You can often avoid subshells (and in this specific example, shellcheck is absolutely right to complain about UUOC, and fixing that will also fix the die-from-a-subshell problem).
But, sometimes you can't, or avoiding a subshell really complicates the script. For those occasions, you can grab the script's PID at the top of the script and then use that to kill it dead:
#!/bin/bash
MYPID=$$
die() { echo "$1" >&2; kill -9 $MYPID; exit 1; }
cat myfile | while read line; do
if [[ "$line" =~ "information" ]]; then
die "Found match"
fi
done
echo "I don't want this line"
...but, of course, there are tradeoffs here too; killing it this way is a little bit brutal, and I've found that (for reasons I don't understand) it's not entirely reliable either.
Just adding `set -e` also exits the script when a subshell exits with non-zero error code. I'm not sure why I would leave `set -e` out in any shell script.

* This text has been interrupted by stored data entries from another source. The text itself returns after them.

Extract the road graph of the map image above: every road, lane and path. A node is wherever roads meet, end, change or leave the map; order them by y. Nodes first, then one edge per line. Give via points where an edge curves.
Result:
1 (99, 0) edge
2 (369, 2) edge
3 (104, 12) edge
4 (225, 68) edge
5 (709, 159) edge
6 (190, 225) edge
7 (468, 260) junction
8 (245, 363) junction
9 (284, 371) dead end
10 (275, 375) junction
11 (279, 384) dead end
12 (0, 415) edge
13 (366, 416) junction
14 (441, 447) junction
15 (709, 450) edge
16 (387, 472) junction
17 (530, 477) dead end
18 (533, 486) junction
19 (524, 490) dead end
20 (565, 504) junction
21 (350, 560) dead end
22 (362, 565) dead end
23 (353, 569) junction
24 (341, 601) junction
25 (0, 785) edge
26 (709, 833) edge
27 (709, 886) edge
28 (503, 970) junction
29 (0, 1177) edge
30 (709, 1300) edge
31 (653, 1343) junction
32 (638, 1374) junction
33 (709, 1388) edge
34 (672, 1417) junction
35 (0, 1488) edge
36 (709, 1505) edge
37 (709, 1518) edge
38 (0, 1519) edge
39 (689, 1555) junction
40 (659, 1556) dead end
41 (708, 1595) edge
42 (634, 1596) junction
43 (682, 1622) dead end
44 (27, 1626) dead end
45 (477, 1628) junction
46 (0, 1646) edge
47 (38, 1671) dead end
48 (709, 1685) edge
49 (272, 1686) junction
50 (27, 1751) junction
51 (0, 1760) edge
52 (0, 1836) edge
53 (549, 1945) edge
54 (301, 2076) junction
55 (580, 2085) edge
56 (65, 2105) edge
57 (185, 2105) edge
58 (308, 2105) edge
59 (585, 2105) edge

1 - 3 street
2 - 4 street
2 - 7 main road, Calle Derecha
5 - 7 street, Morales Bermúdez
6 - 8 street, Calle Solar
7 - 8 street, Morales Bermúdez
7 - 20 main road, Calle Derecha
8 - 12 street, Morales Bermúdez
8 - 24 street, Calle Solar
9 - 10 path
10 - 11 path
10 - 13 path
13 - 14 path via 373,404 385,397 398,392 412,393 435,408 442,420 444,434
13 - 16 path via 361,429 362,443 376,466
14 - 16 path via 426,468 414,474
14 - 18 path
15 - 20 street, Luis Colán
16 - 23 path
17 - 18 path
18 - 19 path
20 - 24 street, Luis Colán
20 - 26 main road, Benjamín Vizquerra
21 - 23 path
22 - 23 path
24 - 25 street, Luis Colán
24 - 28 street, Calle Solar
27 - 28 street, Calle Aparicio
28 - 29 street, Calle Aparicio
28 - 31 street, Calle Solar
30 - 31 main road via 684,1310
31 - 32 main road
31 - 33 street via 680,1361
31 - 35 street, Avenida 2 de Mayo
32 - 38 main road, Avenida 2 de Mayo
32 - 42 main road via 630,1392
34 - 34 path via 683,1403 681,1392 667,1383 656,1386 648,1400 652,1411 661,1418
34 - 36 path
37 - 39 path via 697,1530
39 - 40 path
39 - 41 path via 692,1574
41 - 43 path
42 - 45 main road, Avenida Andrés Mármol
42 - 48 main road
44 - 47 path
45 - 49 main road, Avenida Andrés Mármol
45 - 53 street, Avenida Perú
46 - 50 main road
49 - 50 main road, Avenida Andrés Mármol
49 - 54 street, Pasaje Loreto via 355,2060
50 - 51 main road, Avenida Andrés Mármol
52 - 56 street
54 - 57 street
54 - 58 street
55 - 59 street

I use `set -e` but it has its own quirks. A couple:
An arithmetic expression that evaluates to zero will cause the script to exit. e.g this will exit:
set -e
i=0
(( i++ )) # exits
Calling a function from a conditional prevents `set -e` from exiting. The following prints "hello\nworld\n":
set -e
main() {
false # does not return nor exit
echo hello
}
if main; then echo world; fi
Practically speaking this means you need to explicitly check the return value of every command you run that you care about and guard against `set -e` in places you don't want the script to exit. So the value of `set -e` is limited.
You can `set +e` before and `set -e` after every such command. I indent those commands to make it look like a block and to make sure setting errexit again isn’t forgotten.
But you probably still want an error if the input file does not exist. To handle grep correctly in a robust manner requires many lines of boilerplate, set +e, storing $?, set -e, distinguishing exit values 0, 1, and 2.
Perhaps, but in any case I would never write code like this.
First of all, sending sigkill is literally overkill and perpetuates a bad practice. Send `TERM`. If it doesn't work, figure out why.
Secondly, subshells should be made as clear as possible and not hidden in pipes. Related, looping over `read` is essentially never the right thing to do. If you really need to do that, don't use pipes; use heredocs or herestrings.
Fourth, if you cannot avoid subshells and you want to terminate the full script on some condition, exit with a specific exit code from the subshell, check for it outside and terminate appropriately.
Do enlighten me on why it is a bad idea to use loops over read; it's perhaps one of my favourite patterns in bash, and combined with pipes, appears to me one of the cleanest ways to correctly and concisely utilise parallelism in software.
The provided points don't seem to be reasons for generally avoiding the subshell loop pattern.
Reasons of 1) performance, 2) readability, and 3) security are provided as points against the pattern, and the post itself acknowledges that the pattern is a great way to call external programs.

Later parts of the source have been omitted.